Exercise inputs:
_ _ _

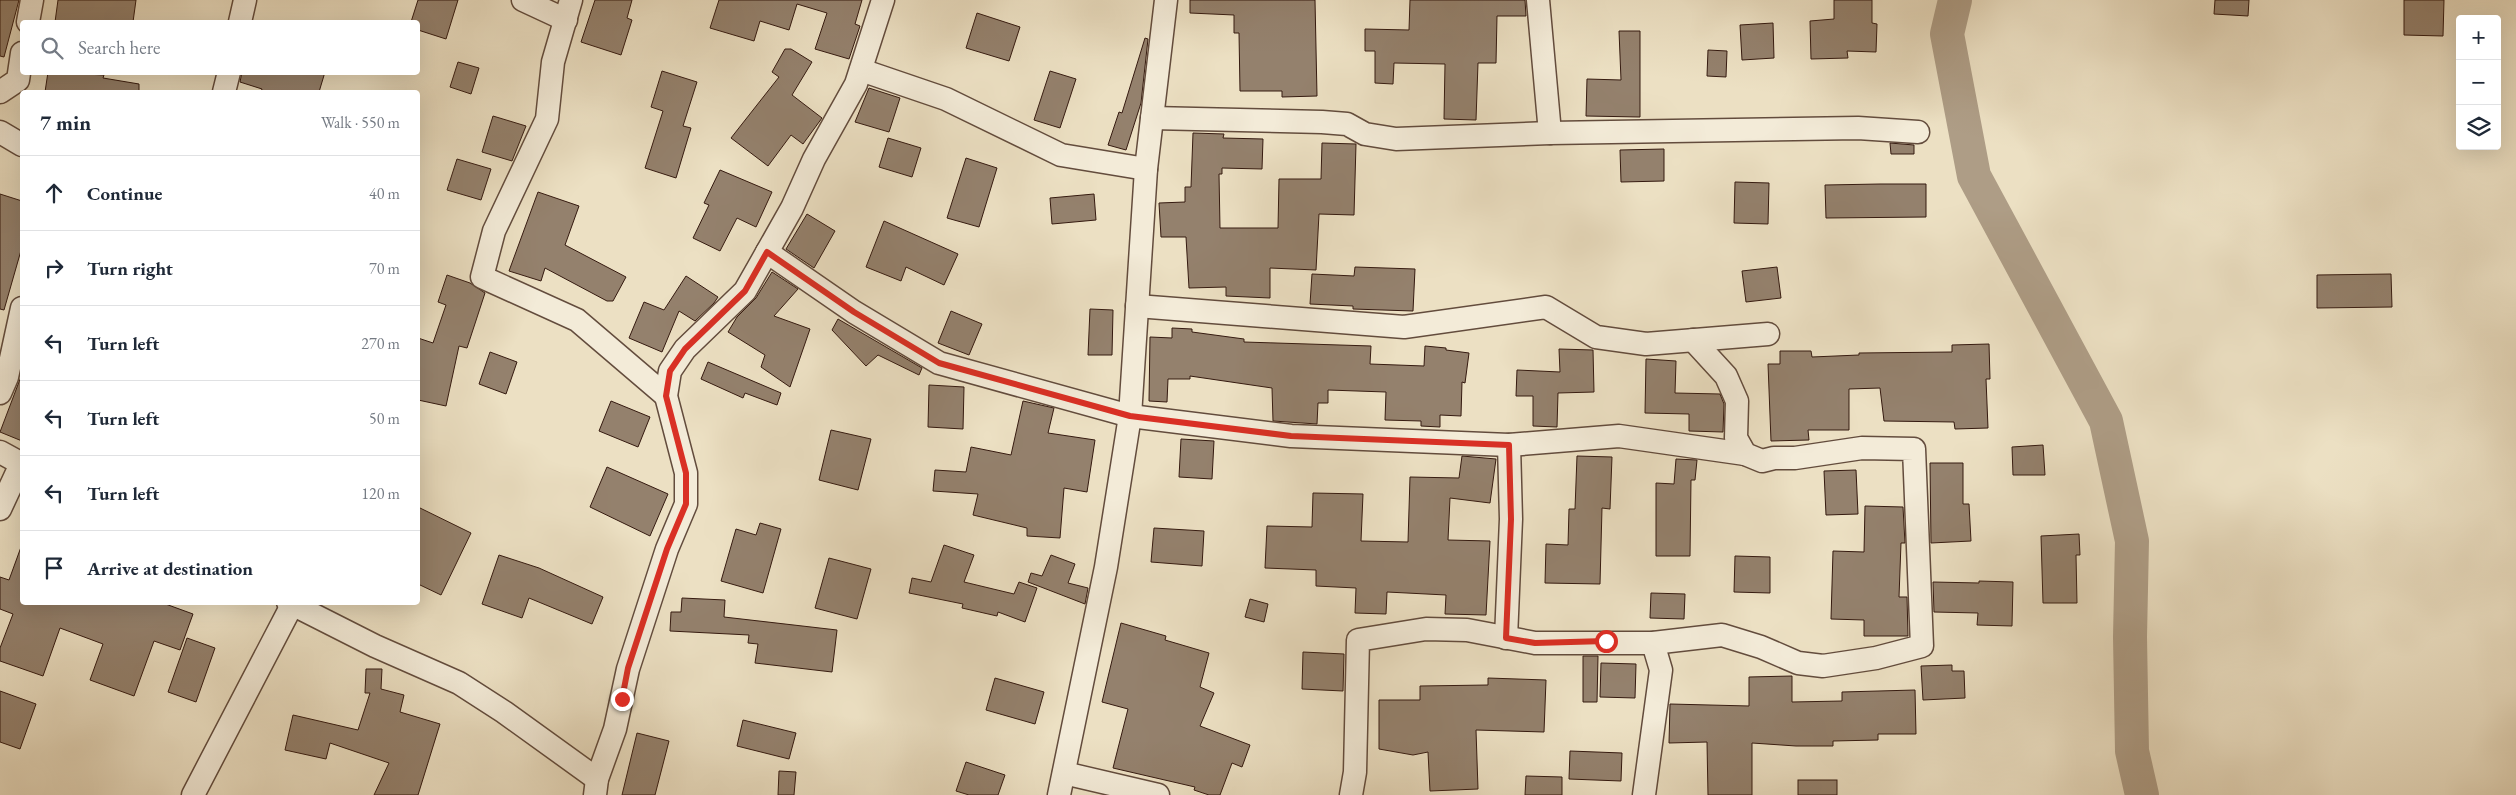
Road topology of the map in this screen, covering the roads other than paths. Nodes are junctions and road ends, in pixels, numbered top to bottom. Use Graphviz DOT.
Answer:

_ _ _

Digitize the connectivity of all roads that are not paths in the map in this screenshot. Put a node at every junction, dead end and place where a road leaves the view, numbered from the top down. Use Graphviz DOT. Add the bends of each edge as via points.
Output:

_ _ _

What the task asks: Tell me how many lines in the data include "paths", giving only the number.

Expected answer: 2